Investment Considerations

The high cost of intermodal equipment and terminals have long been a barrier for short line and regional railroads entry into intermodal. In fact, most Class I operators require on the order of 100,000 payloads per year for the profitable operation of an intermodal terminal and for the full amortization of all costs. Traditional intermodal terminals can cost on the order of $15 million or more to construct. Not only are high costs a barrier to new short-haul terminals, it has also led to the closure of many existing terminals to concentrate traffic at major hubs. Typically the intermodal traffic gets to major hubs by road, which contributes to high fuel consumption, traffic congestion and operating cost associated with highway freight haulage.

RailRunner offers a solution to this dilemma and a path for shifting 1% or more of short haul highway traffic from road to rail with its Terminal Anywhere® technology.

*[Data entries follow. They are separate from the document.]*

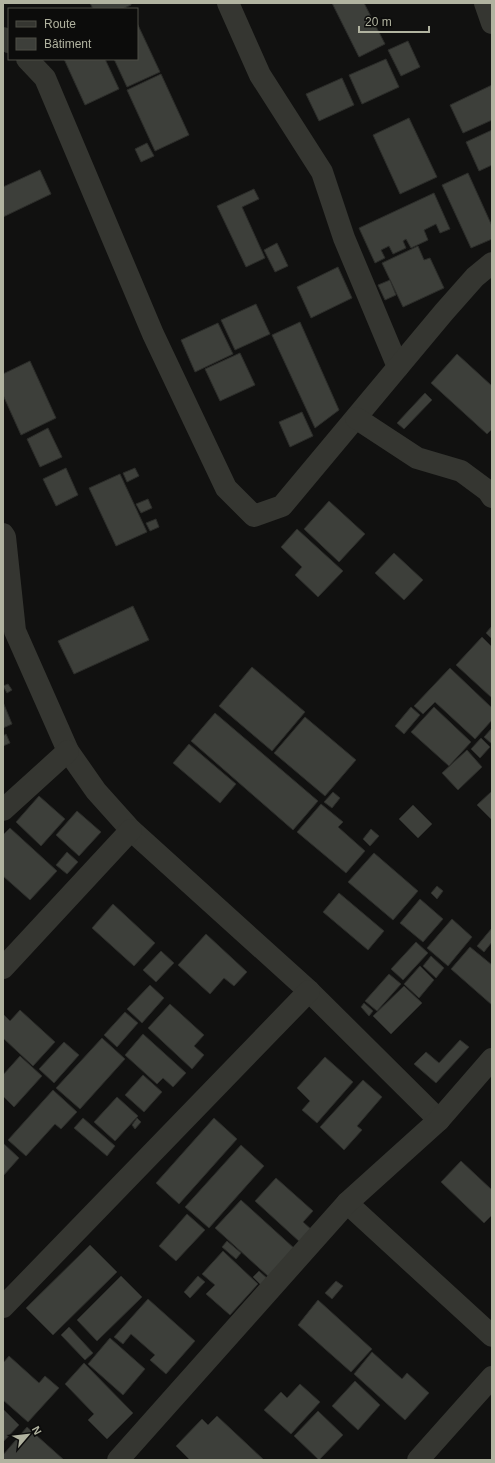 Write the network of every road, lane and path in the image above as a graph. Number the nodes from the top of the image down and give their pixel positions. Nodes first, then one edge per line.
1 (228, 3) edge
2 (485, 3) edge
3 (492, 23) edge
4 (28, 60) edge
5 (492, 263) edge
6 (398, 367) junction
7 (356, 418) junction
8 (492, 497) edge
9 (3, 534) edge
10 (68, 751) junction
11 (3, 810) edge
12 (131, 830) junction
13 (3, 968) edge
14 (309, 991) junction
15 (492, 1059) edge
16 (439, 1120) junction
17 (347, 1203) junction
18 (3, 1307) edge
19 (492, 1336) edge
20 (492, 1377) edge
21 (118, 1460) edge
22 (418, 1460) edge

1 - 6 street
2 - 3 street
4 - 7 street
5 - 6 street
6 - 7 street
7 - 8 street
9 - 10 street
10 - 11 street
10 - 12 street
12 - 13 street
12 - 14 street
14 - 16 street
14 - 18 street
15 - 16 street
16 - 17 street
17 - 19 street
17 - 21 street
20 - 22 street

RailRunner rolling stock and direct operations are competitive in speed and cost with traditional intermodal. Typical RailRunner terminal investment, for equipment, ground preparation and all facilities are in the $1 million to $2 million range, which allows profitable operations at much lower transaction levels.

RailRunner offers operational costs lower than double-stack well cars for annual transaction levels under 50,000 per year.Compared to traditional flatcar intermodal operations, RailRunner yields are equal or better for all ranges of volumes. This supports conversion to intermodal via RailRunner in urban and suburban areas but at a dramatically lower investment and operating levels than normally associated with traditional intermodal operations.

Conclusion

Shifting highway freight traffic from road to rail in a developed economy such as the United States can generate significant reductions in carbon fuel consumption, for as little as a 1% shift in short haul traffic segments (300 miles to 1200 miles). Capacity to accommodate the modal shift shared among both Class I and smaller railroads. RailRunner’s Terminal Anywhere technology offers a currently available affordable route to implement a program to save over 100 million gallons of fuel per year, with approximately $1 billion reduction of oil imports. Our White Paper provides background details on this subject, including charts, figures and references.